My animal side hadn’t stopped since I’d licked blood off her fingers, and now that I knew she’d likely go into her transition soon, I wanted to give in to those exciting demands.

We’d have so much fun with her, my wolf said. We’ll keep her forever.

“I need some air.” I turned away and stormed outside, bursting into the cool summer night. Fresh oxygen coated my tongue, slipping down my throat into my lungs, washing away her scent. I ran my hands back through my hair again, leaning against the side of the house as I struggled to maintain control of my inner beast.

Memories of taking her at the cliffside came back to my mind, how she’d gripped my hair, how delicious she’d tasted, how she responded to my touch. The sight of her climaxing on my tongue would stay with me for the rest of my life, and when she put me in her mouth and sucked me dry, I didn’t think there was a greater pleasure on earth.

And all of it was a mistake. She’d said so herself. Just a one-time fling, done in the heat of the moment.

I struggled to understand how I had let it get that far in the first place. The alpha had said not to touch her. Hell, even Guin had threatened to rip my heart out if anything happened to her. There was only one thing more powerful than the alpha’s word: when one’s mate was involved. It was the way the species protected itself. I couldn’t override the alpha’s command, but if my mate was compromised, if my mate demanded something of me, the alpha could go fuck himself.

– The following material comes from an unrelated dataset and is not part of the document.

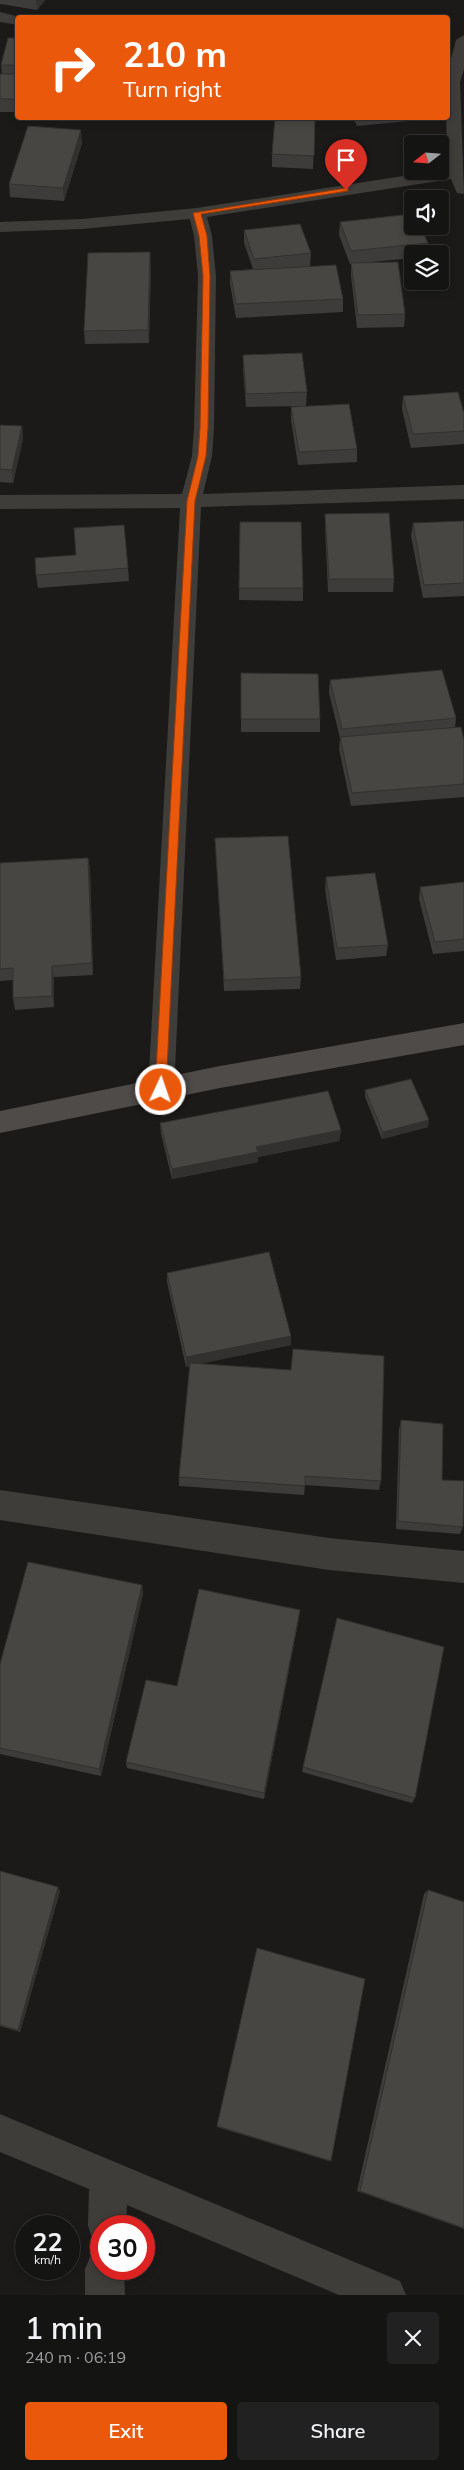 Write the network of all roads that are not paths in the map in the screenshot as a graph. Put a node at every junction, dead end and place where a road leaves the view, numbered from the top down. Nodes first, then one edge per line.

That I’d ignored it, that I’d put my paws where they didn’t belong last week and almost again last night?—

No.

There was no way Maeve was my mate. Fuck, the girl hadn’t even gone through her transition yet. She didn’t know who or what she was, and after that was over, she deserved the time to understand her new life. She didn’t need to be tied down to someone as despicable and rotten as me. I mean, hell. I’d wanted to drink her fucking blood. Like a Goddamned vampire. Like one of those fucking bloodsuckers we spent our lives tracking down. I’d died and come back to life as something unnatural and wretched.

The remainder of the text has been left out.